AhmedF recently wrote at techsoapbox about a new annoyance we’ve been seeing around the blogosphere today. Made-for-Linkbait blogs and sites–or MFL he calls it. Well, linkbaiting is not actually new, but it seems to be getting worse. People are already noticing how increasingly easy it is to take advantage of bloggers’ tendency to link to stuff they find interesting or useful.
I’ve covered shortcomings of user-generated content sites like Digg before. I’ve pointed out how people quickly jump on a bandwagon without checking facts. It seems one of the first things to go with user-generated content is fact-checking.
And so we have sites that spring up overnight with some sensational headline, grab a ton of links, and then a few months later either have ads thrown all over them or are redirected to another site for SEO-benefits (after gaining a few hundred diverse links).
Linkbaiting is one of the oldest tricks in the book, as SEOs would say. But the problem is getting big today because social bookmarkers and social news sites are being gamed for linklove’s sake. Take DIGG, for example. I’ve been noticing blogs that mostly publish made-for-DIGG headlines and articles.

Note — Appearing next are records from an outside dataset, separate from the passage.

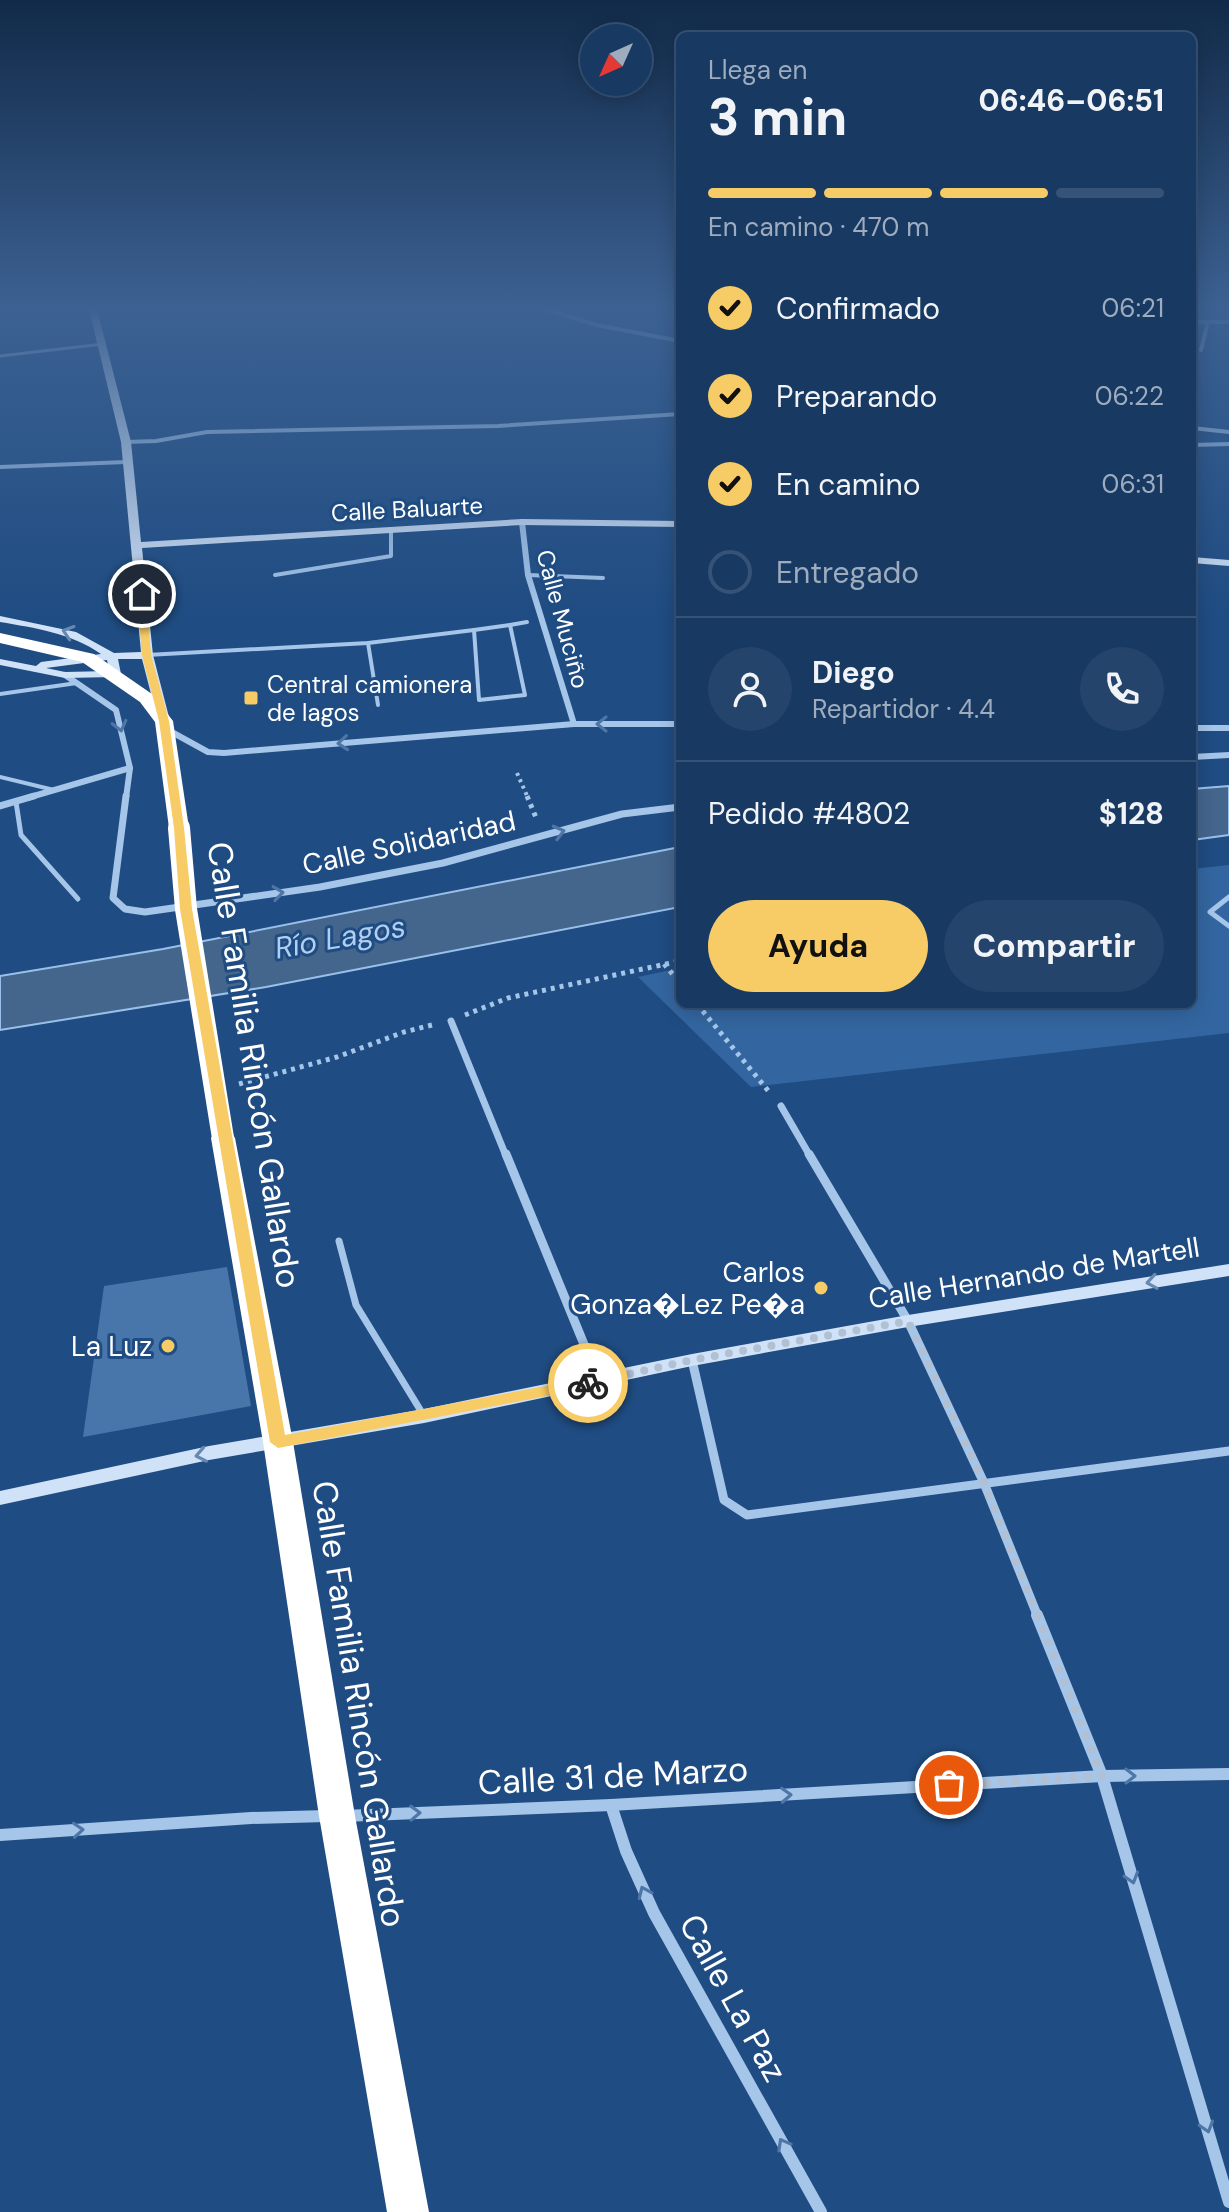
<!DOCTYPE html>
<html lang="es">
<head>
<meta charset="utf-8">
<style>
	body { margin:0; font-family:"DM Sans",sans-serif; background:#24446b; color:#f1f3f6; height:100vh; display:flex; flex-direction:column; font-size:30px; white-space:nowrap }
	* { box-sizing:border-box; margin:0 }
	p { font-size:26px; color:#9eacbe }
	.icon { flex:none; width:44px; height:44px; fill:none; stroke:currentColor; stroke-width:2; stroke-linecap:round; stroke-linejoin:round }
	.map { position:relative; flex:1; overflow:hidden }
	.panel { position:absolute; left:676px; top:32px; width:520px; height:976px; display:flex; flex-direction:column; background:#173962; border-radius:12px; box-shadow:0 4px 20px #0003,0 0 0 2px #365377 }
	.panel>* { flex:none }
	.needle { width:52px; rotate:225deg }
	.controls { position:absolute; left:580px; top:24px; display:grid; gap:16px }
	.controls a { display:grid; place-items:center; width:72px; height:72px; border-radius:50%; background:#173962; box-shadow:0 4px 20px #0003,0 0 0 2px #365377; font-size:40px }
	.pin { position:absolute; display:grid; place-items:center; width:68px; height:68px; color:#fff; margin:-34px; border:4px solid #fff; border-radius:50%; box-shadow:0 2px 8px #0007 }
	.courier { position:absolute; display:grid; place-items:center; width:80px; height:80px; margin:-40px; border:6px solid #f7cb65; border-radius:50%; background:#fff; color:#222; box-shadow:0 2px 10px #0007 }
	.headline em { font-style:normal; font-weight:800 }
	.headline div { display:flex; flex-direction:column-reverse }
	.headline { display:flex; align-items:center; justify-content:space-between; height:136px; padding:0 32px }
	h1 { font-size:52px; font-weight:800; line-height:60px }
	.bar { display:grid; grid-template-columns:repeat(4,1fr); gap:12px 8px; align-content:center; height:96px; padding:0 32px }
	.bar i { height:10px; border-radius:6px; background:#365377 }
	.bar .selected { background:#f7cb65 }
	.bar p { grid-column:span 4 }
	.line { display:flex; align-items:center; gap:20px; padding:0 32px; border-top:2px solid #365377 }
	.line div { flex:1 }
	.round { display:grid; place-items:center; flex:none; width:84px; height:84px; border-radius:42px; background:#24446b }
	ol { padding:0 32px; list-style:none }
	li { display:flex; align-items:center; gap:24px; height:88px }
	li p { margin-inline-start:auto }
	li .icon { padding:8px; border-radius:50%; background:#f7cb65; color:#111; stroke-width:4 }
	li:last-child { color:#9eacbe }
	li i { width:44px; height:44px; border:4px solid #365377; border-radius:50% }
	.cta { display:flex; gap:16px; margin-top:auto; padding:16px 32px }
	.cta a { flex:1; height:92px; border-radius:48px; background:#f7cb65; color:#111; font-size:32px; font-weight:800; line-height:92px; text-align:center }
	.cta a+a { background:#24446b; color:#f1f3f6 }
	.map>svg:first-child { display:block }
</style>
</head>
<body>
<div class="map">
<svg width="1229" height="2212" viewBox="0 0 1229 2212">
	<rect width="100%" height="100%" fill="#1f4c82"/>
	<path fill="#3366a0" d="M1229 865V1033L751 1087 638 977 680 968V1004H1192V869Z"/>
	<g fill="#44658c" stroke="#99c0ea" stroke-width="2">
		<path d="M1229 786V835L1192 840V789Z"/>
		<path d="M680 847V907L266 987 0 1030V976L163 949Z"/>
	</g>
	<path fill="#4876ab" d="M227 1267 251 1406 83 1437 104 1286Z"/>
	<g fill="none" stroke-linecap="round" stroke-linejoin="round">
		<path stroke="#a5c5e9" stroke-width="4" stroke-dasharray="3 4" stroke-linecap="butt" d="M517 773 528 798"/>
		<g stroke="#a5c5e9" stroke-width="5" stroke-dasharray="4 5" stroke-linecap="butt">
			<path d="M527 796 537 820"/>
			<path d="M664 964 680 983"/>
			<path d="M697 1004 770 1093"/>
			<path d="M465 1015 508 998 680 961"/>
			<path d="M239 1084 337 1057 404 1032 436 1024"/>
		</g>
		<path stroke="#a5c5e9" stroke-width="3" d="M0 356 103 344"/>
		<g stroke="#a5c5e9" stroke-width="4">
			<path d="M275 575 391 556V530"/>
			<path d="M528 575 603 578"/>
			<path d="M510 625 525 695 479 700 474 630Z"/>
			<path d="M510 625 527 622"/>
			<path d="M368 643 378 705"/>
			<path d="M147 655 368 643 474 630"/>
			<path d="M0 694 77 683"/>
			<path d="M0 777 54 790"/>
		</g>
		<g stroke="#a5c5e9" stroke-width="5">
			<path d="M16 802 21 835 78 899"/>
			<path d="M1229 897 1210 912 1229 926"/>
		</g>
		<path stroke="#a5c5e9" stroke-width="7" d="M339 1241 356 1305 424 1416"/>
		<g stroke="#a5c5e9" stroke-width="4">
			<path d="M532 305 597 325 680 341"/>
			<path d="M1192 322H1229"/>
			<path d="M1201 350 1208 322"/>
			<path d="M1192 428 1229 432"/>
			<path d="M126 442 156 441 207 432 498 426 680 414"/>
			<path d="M1192 445 1229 444"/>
			<path d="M0 467 126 462"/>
		</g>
		<g stroke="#a5c5e9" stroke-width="6">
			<path d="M522 522 528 575 574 724"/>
			<path d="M65 675 116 710 130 768 126 798"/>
			<path d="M1192 728H1229"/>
			<path d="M168 730 208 752 224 753 574 724H680"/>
			<path d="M1192 757 1229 755"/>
			<path d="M27 798 130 768"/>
		</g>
		<g stroke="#a5c5e9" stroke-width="7">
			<path d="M126 796 113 898 125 909 145 912 320 887 443 863 622 814 680 807"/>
			<path d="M0 806 34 796"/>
			<path d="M451 1021 506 1156"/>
			<path d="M781 1106 810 1156"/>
		</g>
		<g stroke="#a5c5e9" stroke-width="9">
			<path d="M506 1154 599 1381"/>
			<path d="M809 1154 908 1321 984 1483 1038 1617"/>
			<path d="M692 1360 724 1500 747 1515 1229 1451"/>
		</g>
		<g stroke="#a5c5e9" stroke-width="12">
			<path d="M1037 1615 1102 1776 1229 2202"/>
			<path d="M611 1805 626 1851 654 1913 821 2212"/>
			<path d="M344 1816 611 1805 1102 1776 1229 1774"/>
			<path d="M0 1835 251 1818 327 1816"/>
		</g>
		<g fill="#d0e2f7" fill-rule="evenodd">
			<path d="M88 305H96L131 442 141 542 522 519 680 521V527L522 525 142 548 153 655 170 721 164 725 158 721 142 659H118L121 674 115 677 65 678 0 665V659L36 666 41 662 101 654C71 633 35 628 0 622V616L76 632 114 653 141 652 121 442ZM107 660 109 671 65 672 46 668Z"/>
			<path d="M1192 557 1229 560V566L1192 563Z"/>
			<path d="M1229 1264V1276L908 1327 692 1366 424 1423 209 1460 0 1505V1491L209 1446 424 1409 692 1354 908 1315Z"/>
		</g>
		<g fill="#fff" fill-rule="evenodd">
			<path d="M0 633 94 654 152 694 173 721 189 828 186 832 179 834 169 828 155 722 140 702 82 662 0 643Z"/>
			<path d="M223 1131 232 1133 235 1138 293 1442 355 1816 429 2212H387L319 1816 263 1442 211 1138 214 1133Z"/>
		</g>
		<path stroke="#fff" stroke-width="22" d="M179 828 186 909 223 1138"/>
	</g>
	<defs><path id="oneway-chevron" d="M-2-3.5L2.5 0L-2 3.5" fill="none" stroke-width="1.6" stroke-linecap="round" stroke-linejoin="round" transform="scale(2)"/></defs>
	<g stroke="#6688b1">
		<use href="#oneway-chevron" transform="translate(68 632) rotate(-162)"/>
		<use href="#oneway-chevron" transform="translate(1152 1282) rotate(171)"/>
		<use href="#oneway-chevron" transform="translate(201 1455) rotate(169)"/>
	</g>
	<g stroke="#4e76a6">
		<use href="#oneway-chevron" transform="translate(602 724) rotate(-180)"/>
		<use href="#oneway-chevron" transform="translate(120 726) rotate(76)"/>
		<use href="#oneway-chevron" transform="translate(343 743) rotate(175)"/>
		<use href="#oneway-chevron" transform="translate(559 832) rotate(-15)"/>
		<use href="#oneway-chevron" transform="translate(278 893) rotate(-8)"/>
		<use href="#oneway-chevron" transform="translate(1130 1776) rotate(-1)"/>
		<use href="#oneway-chevron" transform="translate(786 1795) rotate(-3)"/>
		<use href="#oneway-chevron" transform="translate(415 1813) rotate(-2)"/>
		<use href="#oneway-chevron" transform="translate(78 1830) rotate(-4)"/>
		<use href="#oneway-chevron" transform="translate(1132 1878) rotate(73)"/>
		<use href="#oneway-chevron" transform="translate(644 1892) rotate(-114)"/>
		<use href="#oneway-chevron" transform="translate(1207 2127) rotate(73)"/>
		<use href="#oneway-chevron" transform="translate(783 2144) rotate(-119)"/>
	</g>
	<linearGradient id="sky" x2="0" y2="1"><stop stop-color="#112a48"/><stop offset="0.5" stop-color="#3c6192"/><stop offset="1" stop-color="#3c6192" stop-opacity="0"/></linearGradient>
	<rect width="1229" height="615" fill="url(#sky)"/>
	<path fill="#f7cb65" d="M142 591 146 594 151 655 169 721 184 828 192 909 285 1435 588 1378 593 1379V1387L278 1448 270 1442 180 909 174 828 159 721 142 655 137 594Z"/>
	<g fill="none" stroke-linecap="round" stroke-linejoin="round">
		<path stroke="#b1c0d3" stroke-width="8" stroke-dasharray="0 14.4" d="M588 1383 692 1360 908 1321 984 1483 1102 1776 949 1785"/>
	</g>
	<g fill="#f7cb65" stroke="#1f4c82" stroke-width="3">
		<rect x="243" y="690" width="16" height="16" rx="4"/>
		<circle cx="821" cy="1288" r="8"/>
		<circle cx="168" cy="1346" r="8"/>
	</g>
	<g text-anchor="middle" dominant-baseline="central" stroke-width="6" stroke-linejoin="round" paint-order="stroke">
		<g font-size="24" fill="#fff" stroke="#1f4c82">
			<text transform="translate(407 509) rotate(-3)">Calle Baluarte</text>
			<text transform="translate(563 619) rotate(75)">Calle Muciño</text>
		</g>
		<g font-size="24" fill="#fff" stroke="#1f4c82" text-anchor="start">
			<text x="267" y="684">Central camionera<tspan x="267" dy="28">de lagos</tspan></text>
		</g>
		<g font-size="28" fill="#fff" stroke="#1f4c82">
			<text transform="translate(409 843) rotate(-12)">Calle Solidaridad</text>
			<text transform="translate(1034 1273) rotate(-9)">Calle Hernando de Martell</text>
		</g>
		<g font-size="28" fill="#fff" stroke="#1f4c82" text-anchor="end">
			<text x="805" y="1272">Carlos<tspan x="805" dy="32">Gonza�Lez Pe�a</tspan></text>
			<text x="152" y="1346">La Luz</text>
		</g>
		<g font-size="30" font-style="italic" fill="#b1cff0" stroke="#1f4c82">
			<text transform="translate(340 937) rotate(-10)">Río Lagos</text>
		</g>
		<g font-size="34" fill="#fff" stroke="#1f4c82">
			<text transform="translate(254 1065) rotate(81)">Calle Familia Rincón Gallardo</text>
			<text transform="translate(359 1704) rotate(81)">Calle Familia Rincón Gallardo</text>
			<text transform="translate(613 1776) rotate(-3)">Calle 31 de Marzo</text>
			<text transform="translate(733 1998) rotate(61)">Calle La Paz</text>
		</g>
	</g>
</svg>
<div class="controls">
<a><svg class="needle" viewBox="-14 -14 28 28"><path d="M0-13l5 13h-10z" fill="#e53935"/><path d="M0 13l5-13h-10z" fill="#9eacbe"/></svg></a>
</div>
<div class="pin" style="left:949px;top:1785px;background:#ea580c"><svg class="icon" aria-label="bag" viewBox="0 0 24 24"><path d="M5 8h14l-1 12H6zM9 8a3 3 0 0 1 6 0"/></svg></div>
<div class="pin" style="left:142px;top:594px;background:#1f2937"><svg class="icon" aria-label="home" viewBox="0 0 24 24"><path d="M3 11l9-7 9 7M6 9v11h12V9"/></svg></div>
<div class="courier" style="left:588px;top:1383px"><svg class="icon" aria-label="bike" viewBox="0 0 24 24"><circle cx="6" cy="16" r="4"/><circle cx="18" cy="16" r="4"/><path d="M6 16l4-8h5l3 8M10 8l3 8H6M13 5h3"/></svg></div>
<section class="panel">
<div class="headline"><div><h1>3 min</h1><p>Llega en</p></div><em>06:46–06:51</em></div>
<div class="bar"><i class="selected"></i><i class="selected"></i><i class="selected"></i><i></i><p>En camino · 470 m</p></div>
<ol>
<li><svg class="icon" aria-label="check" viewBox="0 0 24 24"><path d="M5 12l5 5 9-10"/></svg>Confirmado<p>06:21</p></li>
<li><svg class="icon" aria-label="check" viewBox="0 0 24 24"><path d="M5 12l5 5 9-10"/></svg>Preparando<p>06:22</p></li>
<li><svg class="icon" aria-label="check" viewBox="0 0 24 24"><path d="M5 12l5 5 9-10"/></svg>En camino<p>06:31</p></li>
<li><i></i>Entregado</li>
</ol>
<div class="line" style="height:144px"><a class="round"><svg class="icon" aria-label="person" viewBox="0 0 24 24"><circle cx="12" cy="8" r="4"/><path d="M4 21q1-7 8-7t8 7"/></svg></a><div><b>Diego</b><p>Repartidor · 4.4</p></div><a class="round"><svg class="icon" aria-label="phone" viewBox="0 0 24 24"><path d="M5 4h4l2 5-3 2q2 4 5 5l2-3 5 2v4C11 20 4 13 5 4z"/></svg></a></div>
<div class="line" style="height:104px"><div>Pedido #4802</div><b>$128</b></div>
<div class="cta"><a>Ayuda</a><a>Compartir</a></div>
</section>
</div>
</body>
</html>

Yes, there is a formula for increasing the likelihood of getting DUGG frontpage. This includes writing about top ten (or five, or 20) lists, tech rumors, and the like. Articles should also be matched with very catchy headlines and very timely submission to DIGG. Add the power of the DIGG army (and a prayer not to get buried because of gaming) and you’ve got yourself a front page DIGG.
I should know. I tried doing that a while back, quite successfully if I may say. My technique? I wrote about Apple stuff. And I didn’t exactly write baseless material. A good number of my posts were pretty useful, I think. But the fact that the articles were about Apple touched on the passions of the Apple-loving crowd, who probably thought the articles were news- or share-worthy. So they DUGG away, resulting to a ton of traffic and linkage in the process.
However, I wouldn’t say that everything on the DIGG homepage is borne from linkbait articles or blog posts. I still believe, to some extent, in the democratic aspect of DIGG. True, it can be easily gamed (something I’ve also tried to experiment with one time or another). And there’s the mob mentality. But ultimately, a good majority of content there is found to be useful by the DIGG crowd one way or another. Arguably, this is not a representative sample of the general Internet-using population (as most DIGGers are from the geek crowd), but still they fulfill one purpose of DIGG, which is to determine what’s important to the crowd that uses it.
Also, not all articles with catchy headlines are linkbait. And not all popularly linked-to articles are borne from linkbait. There are the truly useful articles that people get to publish. Some bloggers are even natural at getting linked to–these are usually the A-listers who have large followings. It gets to be question of circularity. Are you linked to because you’re popular? Or are you popular because a lot of people link to you?
So what is linkbait? What is not? This is probably more difficult to define than the made-for-adsense sites that everybody loves to hate. I would tend to agree with how The Sheriff at Jack of All Blogs sees it.
There’s nothing wrong with publishing something really useful and having people link to your work. You’re doing a service to the community, after all. But if all you’re doing is some sensationalizing, with having a lot of people linking to you as the primary intention and motivation, then hold up, dude. There’s something wrong with your reasoning. And this is one of the pitfalls of social media, and a drawback of social bookmarking and social news sites.
If you’re writing material with the intention of sharing information, helping out other people, and you get a ton of links in the process, then good for you. But if your primary motivation is the linklove, then somehow your intentions are questionable.
Then again, it’s still difficult to know what is linkbait and what is not. But if you’re looking at blogs, you’ll probably see a pattern. If all that a blog publishes is sensationalized or baseless material, usually banking on the current popular topics, then that’s linkbait. More so if it’s mostly rumor-mongering, and if it capitalizes on human passions and emotions (love for Apple, hatred for Windows, or even organizational/political affiliations!).
Made-for-AdSense blogs and sites that pollute search engine reults pages are the problem of Google, Yahoo!, MSN, et al. Linkbait, though, is a problem bloggers have to face. It’s best to do research, check facts and think critically.
Just make sure you think twice before you link! For all you know, you might have bit the bait, and you’re in for it hook line and sinker.